Each line that includes the word "Lane" should be copied from the records.

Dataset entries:

__________

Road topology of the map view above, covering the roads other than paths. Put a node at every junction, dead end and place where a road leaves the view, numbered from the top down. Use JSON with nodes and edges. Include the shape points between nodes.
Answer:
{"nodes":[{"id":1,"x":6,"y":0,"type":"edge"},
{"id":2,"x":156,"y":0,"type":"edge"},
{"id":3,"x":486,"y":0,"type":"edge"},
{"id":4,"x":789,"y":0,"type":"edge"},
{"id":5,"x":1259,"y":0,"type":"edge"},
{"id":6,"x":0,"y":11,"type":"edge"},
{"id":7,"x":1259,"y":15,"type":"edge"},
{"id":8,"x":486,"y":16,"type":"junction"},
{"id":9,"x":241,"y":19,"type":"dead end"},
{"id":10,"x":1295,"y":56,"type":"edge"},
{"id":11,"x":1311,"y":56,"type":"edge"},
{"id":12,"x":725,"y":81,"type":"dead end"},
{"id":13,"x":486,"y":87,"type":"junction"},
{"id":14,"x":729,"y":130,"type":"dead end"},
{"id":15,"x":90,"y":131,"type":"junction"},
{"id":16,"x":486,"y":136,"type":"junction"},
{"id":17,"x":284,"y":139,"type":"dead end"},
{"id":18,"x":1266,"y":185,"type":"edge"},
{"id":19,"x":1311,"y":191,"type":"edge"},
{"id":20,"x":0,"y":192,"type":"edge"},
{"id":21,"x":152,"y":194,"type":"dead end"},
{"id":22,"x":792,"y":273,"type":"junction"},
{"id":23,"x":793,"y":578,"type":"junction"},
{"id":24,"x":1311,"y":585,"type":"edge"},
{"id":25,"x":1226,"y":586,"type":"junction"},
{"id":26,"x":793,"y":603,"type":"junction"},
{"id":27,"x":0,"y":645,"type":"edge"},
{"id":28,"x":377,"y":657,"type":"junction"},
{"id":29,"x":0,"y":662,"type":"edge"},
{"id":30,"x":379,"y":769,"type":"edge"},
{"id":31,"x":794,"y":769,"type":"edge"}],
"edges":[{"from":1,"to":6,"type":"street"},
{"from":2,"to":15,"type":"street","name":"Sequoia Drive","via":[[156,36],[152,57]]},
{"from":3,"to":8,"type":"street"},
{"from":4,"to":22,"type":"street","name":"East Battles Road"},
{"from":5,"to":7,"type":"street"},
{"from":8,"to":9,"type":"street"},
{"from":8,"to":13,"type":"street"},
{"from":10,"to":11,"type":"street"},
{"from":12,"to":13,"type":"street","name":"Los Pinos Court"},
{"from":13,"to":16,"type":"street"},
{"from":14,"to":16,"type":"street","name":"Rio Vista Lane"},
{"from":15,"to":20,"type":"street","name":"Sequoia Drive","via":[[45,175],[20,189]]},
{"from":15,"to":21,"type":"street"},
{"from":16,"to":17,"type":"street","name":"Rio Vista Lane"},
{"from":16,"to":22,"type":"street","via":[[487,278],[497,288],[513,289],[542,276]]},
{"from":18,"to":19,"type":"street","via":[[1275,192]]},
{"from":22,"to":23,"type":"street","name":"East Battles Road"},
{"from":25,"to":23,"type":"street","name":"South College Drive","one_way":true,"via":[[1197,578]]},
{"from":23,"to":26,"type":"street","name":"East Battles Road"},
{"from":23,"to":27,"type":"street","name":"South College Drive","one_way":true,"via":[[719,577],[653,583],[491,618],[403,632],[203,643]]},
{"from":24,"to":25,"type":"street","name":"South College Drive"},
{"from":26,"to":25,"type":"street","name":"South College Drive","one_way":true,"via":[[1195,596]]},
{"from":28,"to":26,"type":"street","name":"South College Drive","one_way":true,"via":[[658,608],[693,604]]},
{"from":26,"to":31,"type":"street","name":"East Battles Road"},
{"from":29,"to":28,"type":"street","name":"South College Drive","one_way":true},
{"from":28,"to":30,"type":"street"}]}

__________

(RESPONSE AREA):
{"from":14,"to":16,"type":"street","name":"Rio Vista Lane"},
{"from":16,"to":17,"type":"street","name":"Rio Vista Lane"},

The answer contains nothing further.